South Korean authorities have confirmed that hackers from North Korea targeted bitcoin exchanges in the country in multiple attempts to steal the cryptocurrency.
The Republic of Korea’s National Police Agency (NPA) has published details of its investigation surrounding several claims of cybersecurity incidents involving hackers from North Korea. As covered by CCN in the past, a recent report by cybersecurity firm FireEye pointed to a state-sponsored North Korean campaign to steal bitcoin from South Korean cryptocurrency exchanges.
North Korea has been accused of turning to digital currencies in cash-strapped times due to sanctions from multiple countries and the United Nations in the wake of its nuclear and missile programs.
“State-sponsored actors [are] seeking to steal bitcoin and other virtual currencies as a means of evading sanctions and obtaining hard currencies to fund the regime,” read an excerpt from the FireEye report.
Now, the South Korean police have confirmed that the attacks did occur in the form of spear phishing attempts. Since July, a total of 25 employees across 4 domestic bitcoin exchanges were subjected to at least 10 separate phishing attempts wherein attackers sought to deceive targets into providing login credentials. However, police added that all of the recent attacks were unsuccessful, with no compromised computers nor theft of bitcoin or any other digital currency.
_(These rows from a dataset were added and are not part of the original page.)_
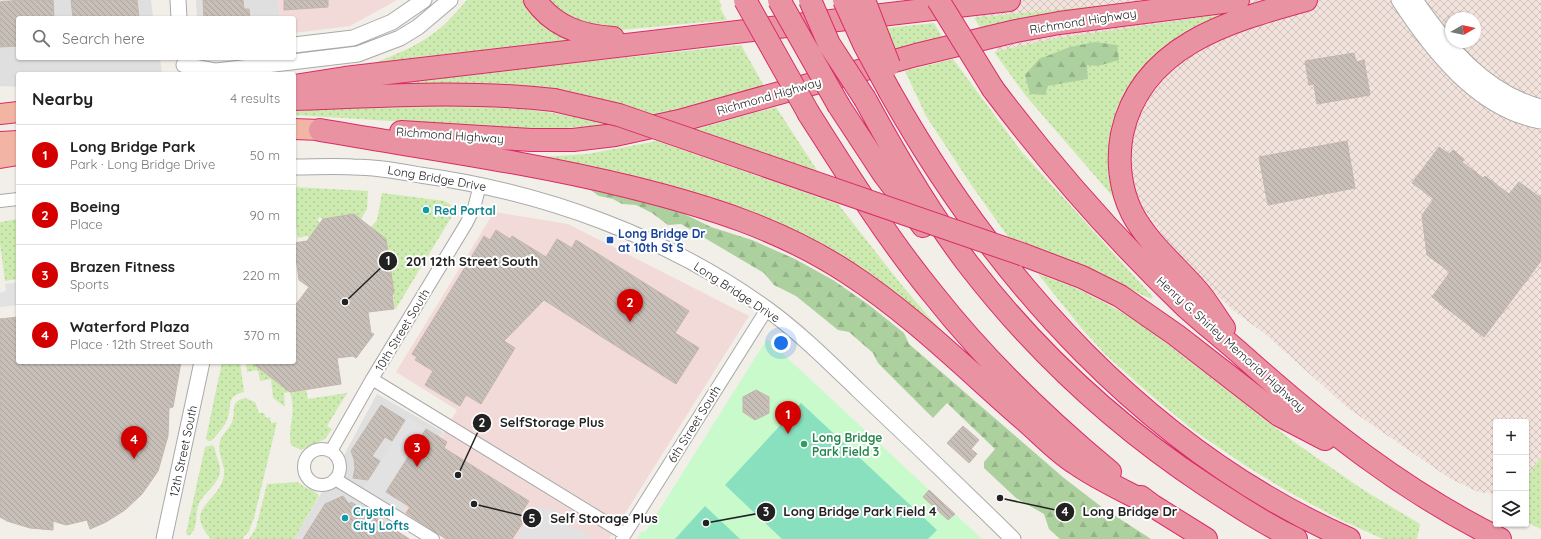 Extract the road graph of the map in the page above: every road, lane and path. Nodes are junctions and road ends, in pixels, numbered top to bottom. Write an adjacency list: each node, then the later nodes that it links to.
1 (178, 0): 16 (street)
2 (424, 0): 17 (street)
3 (450, 0): 20 (street)
4 (535, 0): 18 (highway)
5 (744, 0): 54 (highway, bridge)
6 (779, 0): 53 (highway, bridge)
7 (810, 0): 29 (highway, bridge)
8 (820, 0): 29 (highway, bridge)
9 (844, 0): 27 (highway, bridge)
10 (864, 0): 27 (highway, bridge)
11 (938, 0): 47 (highway, Henry G. Shirley Memorial Highway, bridge)
12 (1009, 0): 18 (highway)
13 (1238, 0): 37 (highway, Richmond Highway)
14 (1306, 0): 47 (highway)
15 (1408, 2): 32 (street); 35 (street)
16 (179, 16)
17 (353, 38): 19 (street); 20 (street)
18 (658, 41): 26 (highway)
19 (296, 45)
20 (358, 54): 21 (street)
21 (296, 59)
22 (197, 60): 25 (street)
23 (285, 60): 24 (street)
24 (261, 62): 25 (street)
25 (184, 66)
26 (296, 86)
27 (895, 90): 61 (highway)
28 (296, 99): 51 (highway, bridge)
29 (865, 99): 53 (highway)
30 (0, 100): 31 (highway)
31 (16, 100)
32 (1541, 107)
33 (16, 112): 34 (highway)
34 (0, 114)
35 (1541, 121)
36 (296, 129): 37 (highway, Richmond Highway)
37 (320, 130): 54 (highway)
38 (16, 141): 39 (highway)
39 (0, 142)
40 (16, 155): 41 (highway)
41 (0, 158)
42 (296, 167): 43 (street, Long Bridge Drive)
43 (480, 185): 46 (street, Long Bridge Drive); 49 (street, 10th Street South)
44 (16, 199): 45 (street)
45 (0, 201)
46 (767, 309): 55 (street, 6th Street South); 58 (street, Long Bridge Drive)
47 (1243, 356): 51 (highway, Henry G. Shirley Memorial Highway)
48 (202, 364): 56 (street, 12th Street South)
49 (372, 379): 50 (street, 10th Street South); 55 (street)
50 (331, 451): 52 (street); 52 (street)
51 (1379, 468): 62 (highway, Henry G. Shirley Memorial Highway)
52 (335, 479): 57 (street)
53 (1231, 502): 60 (highway)
54 (1153, 506): 59 (highway)
55 (623, 536)
56 (164, 539)
57 (433, 539)
58 (1013, 539)
59 (1206, 539)
60 (1296, 539)
61 (1348, 539)
62 (1500, 539) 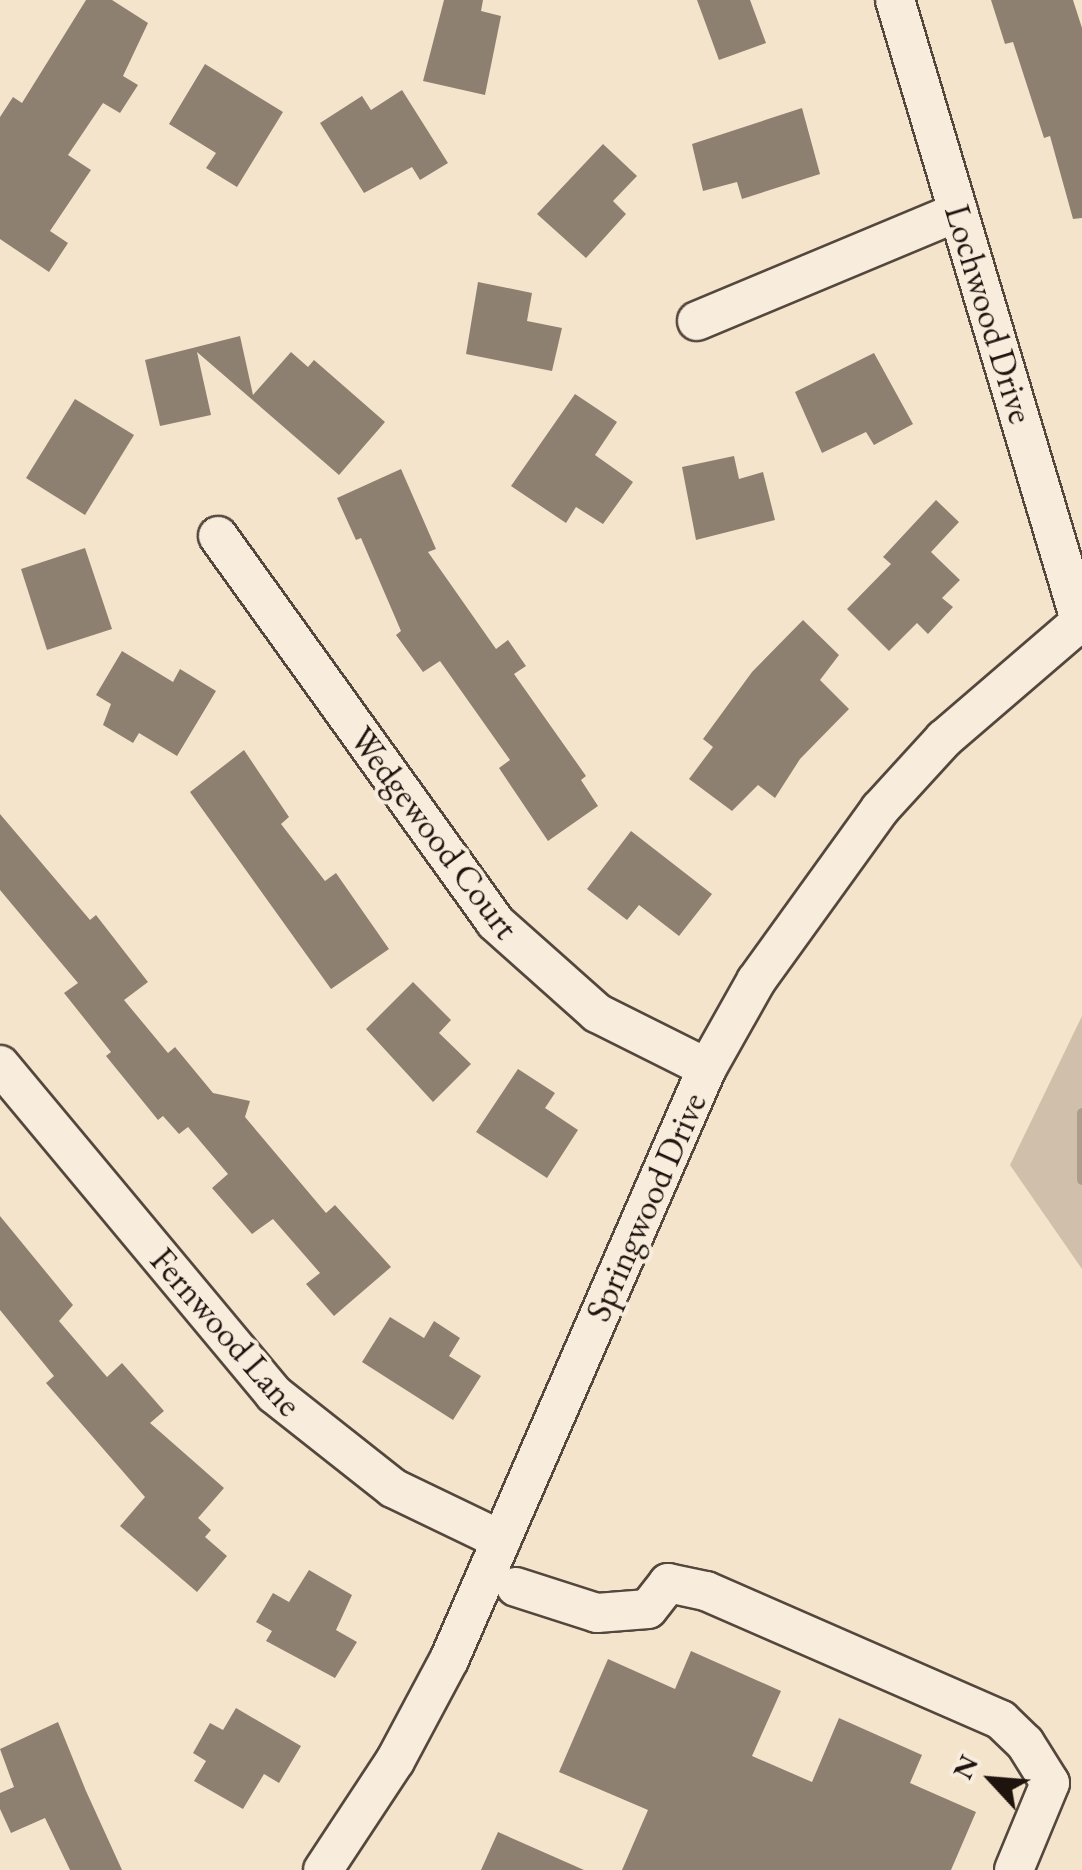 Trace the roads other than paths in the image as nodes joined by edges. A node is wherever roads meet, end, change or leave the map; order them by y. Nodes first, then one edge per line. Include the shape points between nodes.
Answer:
1 (896, 0) edge
2 (958, 212) junction
3 (696, 321) dead end
4 (218, 536) dead end
5 (1081, 625) edge
6 (0, 1065) edge
7 (707, 1068) junction
8 (501, 1540) junction
9 (516, 1587) dead end
10 (323, 1870) edge
11 (1014, 1870) edge

1 - 2 street, Lochwood Drive
2 - 3 street
2 - 5 street, Lochwood Drive
4 - 7 street, Wedgewood Court via 495,922 597,1013
5 - 7 street, Springwood Drive via 944,738 880,809 807,902
6 - 8 street, Fernwood Lane via 274,1394 393,1488
7 - 8 street, Springwood Drive
8 - 10 street, Springwood Drive via 395,1761
9 - 11 street via 598,1613 648,1609 668,1584 706,1591 1001,1720 1050,1783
Yonhap, South Korea’s largest news agency, has quoted police as stating that the phishing emails were all sent from the same North Korean IP address that was previously linked to other hacking attempts targeting Seoul.
According to one South Korean cybersecurity firm, North Korean hackers routinely stole bitcoin worth ₩100 Million (approx. $90,000) every month between 2013-2015 as a means to increasing reserves of its safe haven (hard) currency.
The police’s confirmation comes in the months following the noteworthy hack and breach of Bithumb, South Korea’s largest bitcoin and Ethereum exchange. The personal data of some 31,000 estimated users were leaked due to a phishing incident which also allegedly led to the theft of customer funds in the “hundreds of millions of won”.